◆ Task requirements
In the records below, find each line that holds "Loop" and return it.

◆ Dataset
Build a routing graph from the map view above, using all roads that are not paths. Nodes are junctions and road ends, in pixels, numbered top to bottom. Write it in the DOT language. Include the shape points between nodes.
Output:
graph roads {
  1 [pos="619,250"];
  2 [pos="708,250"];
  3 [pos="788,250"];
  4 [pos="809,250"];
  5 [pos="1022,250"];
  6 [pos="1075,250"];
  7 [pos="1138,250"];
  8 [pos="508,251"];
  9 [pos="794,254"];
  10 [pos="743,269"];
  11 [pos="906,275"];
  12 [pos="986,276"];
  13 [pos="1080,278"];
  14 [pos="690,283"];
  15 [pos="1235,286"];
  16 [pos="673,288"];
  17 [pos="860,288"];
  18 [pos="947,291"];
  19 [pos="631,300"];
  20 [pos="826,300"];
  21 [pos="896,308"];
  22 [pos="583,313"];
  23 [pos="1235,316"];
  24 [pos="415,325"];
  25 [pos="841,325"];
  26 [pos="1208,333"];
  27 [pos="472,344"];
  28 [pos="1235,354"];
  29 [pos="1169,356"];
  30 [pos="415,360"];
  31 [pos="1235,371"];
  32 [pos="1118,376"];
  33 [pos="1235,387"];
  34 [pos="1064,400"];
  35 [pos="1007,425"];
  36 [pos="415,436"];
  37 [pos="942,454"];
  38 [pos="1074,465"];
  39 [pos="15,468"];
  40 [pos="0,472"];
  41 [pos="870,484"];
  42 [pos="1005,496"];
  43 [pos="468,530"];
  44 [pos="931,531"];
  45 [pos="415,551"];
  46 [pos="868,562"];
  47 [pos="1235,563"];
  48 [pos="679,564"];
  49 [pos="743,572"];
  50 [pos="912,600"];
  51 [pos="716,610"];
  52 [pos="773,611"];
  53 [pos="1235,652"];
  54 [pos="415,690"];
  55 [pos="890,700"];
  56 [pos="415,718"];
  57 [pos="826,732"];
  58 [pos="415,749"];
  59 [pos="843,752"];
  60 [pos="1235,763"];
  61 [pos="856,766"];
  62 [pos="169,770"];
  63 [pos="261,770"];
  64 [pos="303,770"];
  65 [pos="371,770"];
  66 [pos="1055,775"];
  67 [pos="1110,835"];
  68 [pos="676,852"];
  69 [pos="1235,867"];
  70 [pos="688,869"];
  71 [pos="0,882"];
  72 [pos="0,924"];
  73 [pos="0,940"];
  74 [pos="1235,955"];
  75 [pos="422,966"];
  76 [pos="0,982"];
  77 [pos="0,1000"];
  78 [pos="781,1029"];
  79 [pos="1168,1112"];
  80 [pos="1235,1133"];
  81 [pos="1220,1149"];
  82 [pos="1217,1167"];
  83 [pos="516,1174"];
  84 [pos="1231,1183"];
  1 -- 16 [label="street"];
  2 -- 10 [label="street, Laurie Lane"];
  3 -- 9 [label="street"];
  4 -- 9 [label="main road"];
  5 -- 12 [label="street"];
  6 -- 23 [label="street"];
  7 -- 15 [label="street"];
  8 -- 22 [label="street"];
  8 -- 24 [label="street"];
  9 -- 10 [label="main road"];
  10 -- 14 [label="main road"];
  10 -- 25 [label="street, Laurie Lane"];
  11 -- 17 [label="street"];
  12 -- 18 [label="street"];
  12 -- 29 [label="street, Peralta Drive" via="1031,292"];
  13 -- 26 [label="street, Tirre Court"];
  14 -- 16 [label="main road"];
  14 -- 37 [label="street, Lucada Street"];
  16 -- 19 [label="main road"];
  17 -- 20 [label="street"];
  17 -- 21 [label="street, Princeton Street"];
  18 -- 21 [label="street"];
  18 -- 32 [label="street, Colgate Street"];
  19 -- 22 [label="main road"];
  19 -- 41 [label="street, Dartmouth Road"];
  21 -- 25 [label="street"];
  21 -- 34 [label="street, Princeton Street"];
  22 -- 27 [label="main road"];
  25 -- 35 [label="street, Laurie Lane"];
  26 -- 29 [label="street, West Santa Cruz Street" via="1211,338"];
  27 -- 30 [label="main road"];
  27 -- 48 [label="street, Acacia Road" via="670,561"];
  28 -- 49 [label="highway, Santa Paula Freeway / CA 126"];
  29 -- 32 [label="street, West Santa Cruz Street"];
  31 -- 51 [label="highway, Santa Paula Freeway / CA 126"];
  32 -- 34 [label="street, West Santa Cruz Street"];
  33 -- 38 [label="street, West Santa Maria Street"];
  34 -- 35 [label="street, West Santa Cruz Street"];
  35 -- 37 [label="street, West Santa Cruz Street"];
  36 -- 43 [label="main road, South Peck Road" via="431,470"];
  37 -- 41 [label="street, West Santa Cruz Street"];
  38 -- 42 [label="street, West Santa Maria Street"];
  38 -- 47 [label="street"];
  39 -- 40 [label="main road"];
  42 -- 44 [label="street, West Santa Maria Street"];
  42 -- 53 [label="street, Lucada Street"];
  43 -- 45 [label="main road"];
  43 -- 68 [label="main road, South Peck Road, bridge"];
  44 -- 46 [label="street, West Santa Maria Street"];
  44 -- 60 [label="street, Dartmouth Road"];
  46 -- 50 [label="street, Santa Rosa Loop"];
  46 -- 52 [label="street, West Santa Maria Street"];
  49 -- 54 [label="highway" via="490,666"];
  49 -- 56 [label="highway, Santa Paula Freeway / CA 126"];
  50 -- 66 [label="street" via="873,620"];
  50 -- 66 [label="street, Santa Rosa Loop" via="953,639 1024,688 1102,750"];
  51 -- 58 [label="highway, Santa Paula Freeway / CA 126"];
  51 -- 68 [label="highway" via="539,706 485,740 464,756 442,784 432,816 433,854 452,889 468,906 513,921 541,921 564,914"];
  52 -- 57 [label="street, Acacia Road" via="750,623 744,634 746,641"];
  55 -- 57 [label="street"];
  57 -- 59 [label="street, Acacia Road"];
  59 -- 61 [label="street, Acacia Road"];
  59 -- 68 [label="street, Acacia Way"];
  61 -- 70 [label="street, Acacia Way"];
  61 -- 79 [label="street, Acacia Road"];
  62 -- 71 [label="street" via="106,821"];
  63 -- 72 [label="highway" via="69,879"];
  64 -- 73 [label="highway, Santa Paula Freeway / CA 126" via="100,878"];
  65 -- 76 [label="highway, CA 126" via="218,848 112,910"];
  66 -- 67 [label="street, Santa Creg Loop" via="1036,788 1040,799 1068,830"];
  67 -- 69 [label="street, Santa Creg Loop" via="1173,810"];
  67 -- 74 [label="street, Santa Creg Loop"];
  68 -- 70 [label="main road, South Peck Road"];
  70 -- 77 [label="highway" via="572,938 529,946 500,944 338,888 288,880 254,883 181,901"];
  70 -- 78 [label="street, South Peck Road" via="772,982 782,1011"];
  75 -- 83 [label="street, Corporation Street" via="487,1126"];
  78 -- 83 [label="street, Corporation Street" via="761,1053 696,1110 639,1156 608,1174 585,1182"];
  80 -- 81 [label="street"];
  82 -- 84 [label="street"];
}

◆ Task output
  46 -- 50 [label="street, Santa Rosa Loop"];
  50 -- 66 [label="street, Santa Rosa Loop" via="953,639 1024,688 1102,750"];
  66 -- 67 [label="street, Santa Creg Loop" via="1036,788 1040,799 1068,830"];
  67 -- 69 [label="street, Santa Creg Loop" via="1173,810"];
  67 -- 74 [label="street, Santa Creg Loop"];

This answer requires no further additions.